Copy the data below exactly. Any pictures in it should be omitted.

* * *

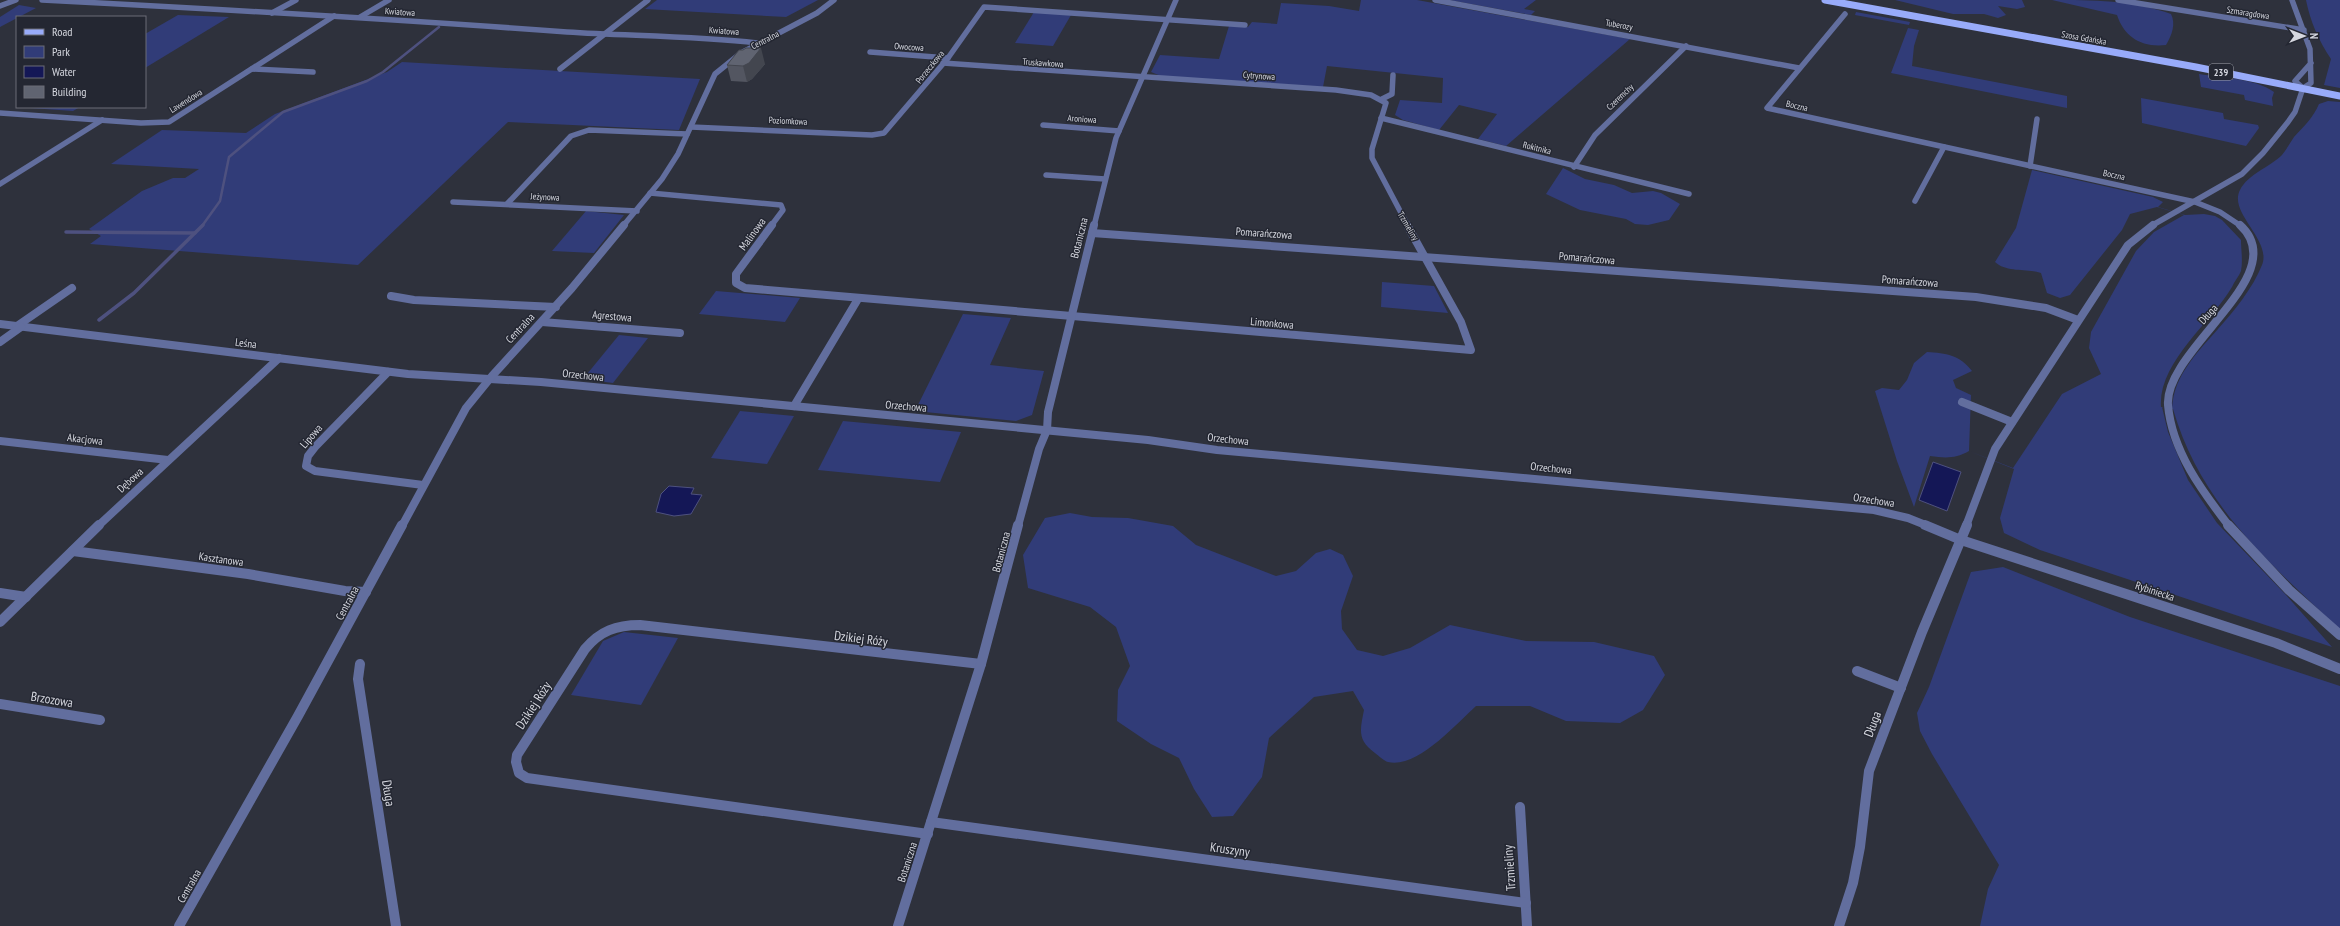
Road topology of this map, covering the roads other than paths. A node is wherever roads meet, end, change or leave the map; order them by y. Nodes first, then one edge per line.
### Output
1 (16, 0) edge
2 (42, 0) edge
3 (296, 0) edge
4 (389, 0) edge
5 (648, 0) edge
6 (834, 0) edge
7 (1176, 0) edge
8 (1435, 0) edge
9 (1825, 0) edge
10 (2118, 0) edge
11 (2292, 0) edge
12 (0, 6) edge
13 (272, 13) junction
14 (1845, 14) dead end
15 (334, 16) junction
16 (360, 17) junction
17 (1167, 20) junction
18 (1245, 25) dead end
19 (2304, 30) junction
20 (602, 34) junction
21 (757, 44) junction
22 (1686, 46) junction
23 (870, 52) dead end
24 (948, 58) junction
25 (943, 63) junction
26 (2311, 63) junction
27 (1799, 68) junction
28 (252, 69) junction
29 (560, 69) dead end
30 (312, 72) dead end
31 (1393, 75) dead end
32 (1142, 77) junction
33 (2303, 88) junction
34 (2340, 96) edge
35 (1382, 99) junction
36 (0, 113) edge
37 (1381, 118) junction
38 (2037, 119) dead end
39 (102, 120) junction
40 (1044, 125) dead end
41 (691, 127) junction
42 (1119, 130) junction
43 (884, 133) joint
44 (687, 134) junction
45 (1944, 147) junction
46 (2030, 166) junction
47 (1574, 167) junction
48 (1046, 175) dead end
49 (1105, 179) junction
50 (0, 184) edge
51 (650, 193) junction
52 (1688, 194) dead end
53 (1915, 201) dead end
54 (453, 202) dead end
55 (2195, 202) junction
56 (507, 204) junction
57 (637, 211) junction
58 (1092, 233) junction
59 (1426, 256) junction
60 (72, 288) dead end
61 (391, 296) dead end
62 (858, 299) junction
63 (556, 306) junction
64 (1070, 317) junction
65 (2078, 320) junction
66 (542, 322) junction
67 (0, 324) edge
68 (19, 326) junction
69 (680, 333) dead end
70 (0, 342) edge
71 (1472, 350) joint
72 (279, 358) junction
73 (388, 372) junction
74 (489, 380) junction
75 (1962, 402) dead end
76 (794, 406) junction
77 (2012, 422) junction
78 (1047, 430) junction
79 (0, 441) edge
80 (168, 460) junction
81 (423, 485) junction
82 (1961, 540) junction
83 (73, 551) junction
84 (0, 592) edge
85 (366, 592) junction
86 (26, 597) junction
87 (0, 622) edge
88 (2340, 635) edge
89 (360, 664) dead end
90 (981, 664) junction
91 (2340, 669) edge
92 (1856, 671) dead end
93 (1901, 688) junction
94 (0, 704) edge
95 (100, 720) dead end
96 (1520, 808) dead end
97 (931, 822) junction
98 (928, 834) junction
99 (1526, 903) junction
100 (179, 926) edge
101 (396, 926) edge
102 (898, 926) edge
103 (1527, 926) edge
104 (1838, 926) edge

1 - 12 street
2 - 13 street, Kwiatowa
3 - 13 street
4 - 16 street
5 - 20 street
6 - 21 street, Centralna
7 - 17 street, Botaniczna
8 - 22 street, Tuberozy
9 - 33 main road, Szosa Gdańska / 239
10 - 19 street, Szmaragdowa
11 - 19 street
13 - 15 street, Kwiatowa
14 - 27 street, Boczna
15 - 16 street, Kwiatowa
15 - 28 street, Lawendowa
16 - 20 street, Kwiatowa
17 - 18 street
17 - 24 street, Porzeczkowa
17 - 32 street, Botaniczna
19 - 26 street
20 - 21 street, Kwiatowa
20 - 29 street
21 - 41 street, Centralna
22 - 27 street, Tuberozy
22 - 47 street, Czeremchy
23 - 24 street, Owocowa
24 - 25 street, Porzeczkowa
25 - 32 street, Truskawkowa
25 - 43 street, Porzeczkowa
26 - 33 street
26 - 33 street
27 - 45 street, Boczna
28 - 30 street
28 - 39 street, Lawendowa
31 - 35 street
32 - 35 street, Cytrynowa
32 - 42 street, Botaniczna
33 - 34 main road, Szosa Gdańska / 239
33 - 55 street
35 - 37 street, Trzmieliny
36 - 39 street, Lawendowa
37 - 47 street, Rokitnika
37 - 59 street, Trzmieliny
38 - 46 street
39 - 50 street
40 - 42 street, Aroniowa
41 - 43 street, Poziomkowa
41 - 44 street, Centralna
42 - 49 street, Botaniczna
44 - 51 street, Centralna
44 - 56 street
45 - 46 street, Boczna
45 - 53 street
46 - 55 street, Boczna
47 - 52 street, Rokitnika
48 - 49 street
49 - 58 street, Botaniczna
51 - 57 street, Centralna
51 - 62 street, Malinowa
54 - 56 street, Jeżynowa
55 - 65 street, Długa
55 - 88 street, Długa
56 - 57 street, Jeżynowa
57 - 63 street, Centralna
58 - 59 street, Pomarańczowa
58 - 64 street, Botaniczna
59 - 65 street, Pomarańczowa
59 - 71 street, Trzmieliny
60 - 68 street
61 - 63 street, Centralna
62 - 64 street, Malinowa
62 - 76 street
63 - 66 street, Centralna
64 - 71 street, Limonkowa
64 - 78 street, Botaniczna
65 - 77 street, Długa
66 - 69 street, Agrestowa
66 - 74 street, Centralna
67 - 68 street, Leśna
68 - 70 street
68 - 72 street, Leśna
72 - 73 street, Leśna
72 - 80 street, Dębowa
73 - 74 street, Leśna
73 - 81 street, Lipowa
74 - 76 street, Orzechowa
74 - 81 street, Centralna
75 - 77 street
76 - 78 street, Orzechowa
77 - 82 street, Długa
78 - 82 street, Orzechowa
78 - 90 street, Botaniczna
79 - 80 street, Akacjowa
80 - 83 street, Dębowa
81 - 85 street, Centralna
82 - 91 street, Rybiniecka
82 - 93 street, Długa
83 - 85 street, Kasztanowa
83 - 86 street, Dębowa
84 - 86 street
85 - 100 street, Centralna
86 - 87 street, Dębowa
89 - 101 street, Długa
90 - 97 street, Botaniczna
90 - 98 street, Dzikiej Róży
92 - 93 street
93 - 104 street, Długa
94 - 95 street, Brzozowa
96 - 99 street, Trzmieliny
97 - 98 street, Botaniczna
97 - 99 street, Kruszyny
98 - 102 street, Botaniczna
99 - 103 street, Trzmieliny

* * *

* **Solution**
Road topology of this map, covering the roads other than paths. A node is wherever roads meet, end, change or leave the map; order them by y. Nodes first, then one edge per line.
### Output
1 (16, 0) edge
2 (42, 0) edge
3 (296, 0) edge
4 (389, 0) edge
5 (648, 0) edge
6 (834, 0) edge
7 (1176, 0) edge
8 (1435, 0) edge
9 (1825, 0) edge
10 (2118, 0) edge
11 (2292, 0) edge
12 (0, 6) edge
13 (272, 13) junction
14 (1845, 14) dead end
15 (334, 16) junction
16 (360, 17) junction
17 (1167, 20) junction
18 (1245, 25) dead end
19 (2304, 30) junction
20 (602, 34) junction
21 (757, 44) junction
22 (1686, 46) junction
23 (870, 52) dead end
24 (948, 58) junction
25 (943, 63) junction
26 (2311, 63) junction
27 (1799, 68) junction
28 (252, 69) junction
29 (560, 69) dead end
30 (312, 72) dead end
31 (1393, 75) dead end
32 (1142, 77) junction
33 (2303, 88) junction
34 (2340, 96) edge
35 (1382, 99) junction
36 (0, 113) edge
37 (1381, 118) junction
38 (2037, 119) dead end
39 (102, 120) junction
40 (1044, 125) dead end
41 (691, 127) junction
42 (1119, 130) junction
43 (884, 133) joint
44 (687, 134) junction
45 (1944, 147) junction
46 (2030, 166) junction
47 (1574, 167) junction
48 (1046, 175) dead end
49 (1105, 179) junction
50 (0, 184) edge
51 (650, 193) junction
52 (1688, 194) dead end
53 (1915, 201) dead end
54 (453, 202) dead end
55 (2195, 202) junction
56 (507, 204) junction
57 (637, 211) junction
58 (1092, 233) junction
59 (1426, 256) junction
60 (72, 288) dead end
61 (391, 296) dead end
62 (858, 299) junction
63 (556, 306) junction
64 (1070, 317) junction
65 (2078, 320) junction
66 (542, 322) junction
67 (0, 324) edge
68 (19, 326) junction
69 (680, 333) dead end
70 (0, 342) edge
71 (1472, 350) joint
72 (279, 358) junction
73 (388, 372) junction
74 (489, 380) junction
75 (1962, 402) dead end
76 (794, 406) junction
77 (2012, 422) junction
78 (1047, 430) junction
79 (0, 441) edge
80 (168, 460) junction
81 (423, 485) junction
82 (1961, 540) junction
83 (73, 551) junction
84 (0, 592) edge
85 (366, 592) junction
86 (26, 597) junction
87 (0, 622) edge
88 (2340, 635) edge
89 (360, 664) dead end
90 (981, 664) junction
91 (2340, 669) edge
92 (1856, 671) dead end
93 (1901, 688) junction
94 (0, 704) edge
95 (100, 720) dead end
96 (1520, 808) dead end
97 (931, 822) junction
98 (928, 834) junction
99 (1526, 903) junction
100 (179, 926) edge
101 (396, 926) edge
102 (898, 926) edge
103 (1527, 926) edge
104 (1838, 926) edge

1 - 12 street
2 - 13 street, Kwiatowa
3 - 13 street
4 - 16 street
5 - 20 street
6 - 21 street, Centralna
7 - 17 street, Botaniczna
8 - 22 street, Tuberozy
9 - 33 main road, Szosa Gdańska / 239
10 - 19 street, Szmaragdowa
11 - 19 street
13 - 15 street, Kwiatowa
14 - 27 street, Boczna
15 - 16 street, Kwiatowa
15 - 28 street, Lawendowa
16 - 20 street, Kwiatowa
17 - 18 street
17 - 24 street, Porzeczkowa
17 - 32 street, Botaniczna
19 - 26 street
20 - 21 street, Kwiatowa
20 - 29 street
21 - 41 street, Centralna
22 - 27 street, Tuberozy
22 - 47 street, Czeremchy
23 - 24 street, Owocowa
24 - 25 street, Porzeczkowa
25 - 32 street, Truskawkowa
25 - 43 street, Porzeczkowa
26 - 33 street
26 - 33 street
27 - 45 street, Boczna
28 - 30 street
28 - 39 street, Lawendowa
31 - 35 street
32 - 35 street, Cytrynowa
32 - 42 street, Botaniczna
33 - 34 main road, Szosa Gdańska / 239
33 - 55 street
35 - 37 street, Trzmieliny
36 - 39 street, Lawendowa
37 - 47 street, Rokitnika
37 - 59 street, Trzmieliny
38 - 46 street
39 - 50 street
40 - 42 street, Aroniowa
41 - 43 street, Poziomkowa
41 - 44 street, Centralna
42 - 49 street, Botaniczna
44 - 51 street, Centralna
44 - 56 street
45 - 46 street, Boczna
45 - 53 street
46 - 55 street, Boczna
47 - 52 street, Rokitnika
48 - 49 street
49 - 58 street, Botaniczna
51 - 57 street, Centralna
51 - 62 street, Malinowa
54 - 56 street, Jeżynowa
55 - 65 street, Długa
55 - 88 street, Długa
56 - 57 street, Jeżynowa
57 - 63 street, Centralna
58 - 59 street, Pomarańczowa
58 - 64 street, Botaniczna
59 - 65 street, Pomarańczowa
59 - 71 street, Trzmieliny
60 - 68 street
61 - 63 street, Centralna
62 - 64 street, Malinowa
62 - 76 street
63 - 66 street, Centralna
64 - 71 street, Limonkowa
64 - 78 street, Botaniczna
65 - 77 street, Długa
66 - 69 street, Agrestowa
66 - 74 street, Centralna
67 - 68 street, Leśna
68 - 70 street
68 - 72 street, Leśna
72 - 73 street, Leśna
72 - 80 street, Dębowa
73 - 74 street, Leśna
73 - 81 street, Lipowa
74 - 76 street, Orzechowa
74 - 81 street, Centralna
75 - 77 street
76 - 78 street, Orzechowa
77 - 82 street, Długa
78 - 82 street, Orzechowa
78 - 90 street, Botaniczna
79 - 80 street, Akacjowa
80 - 83 street, Dębowa
81 - 85 street, Centralna
82 - 91 street, Rybiniecka
82 - 93 street, Długa
83 - 85 street, Kasztanowa
83 - 86 street, Dębowa
84 - 86 street
85 - 100 street, Centralna
86 - 87 street, Dębowa
89 - 101 street, Długa
90 - 97 street, Botaniczna
90 - 98 street, Dzikiej Róży
92 - 93 street
93 - 104 street, Długa
94 - 95 street, Brzozowa
96 - 99 street, Trzmieliny
97 - 98 street, Botaniczna
97 - 99 street, Kruszyny
98 - 102 street, Botaniczna
99 - 103 street, Trzmieliny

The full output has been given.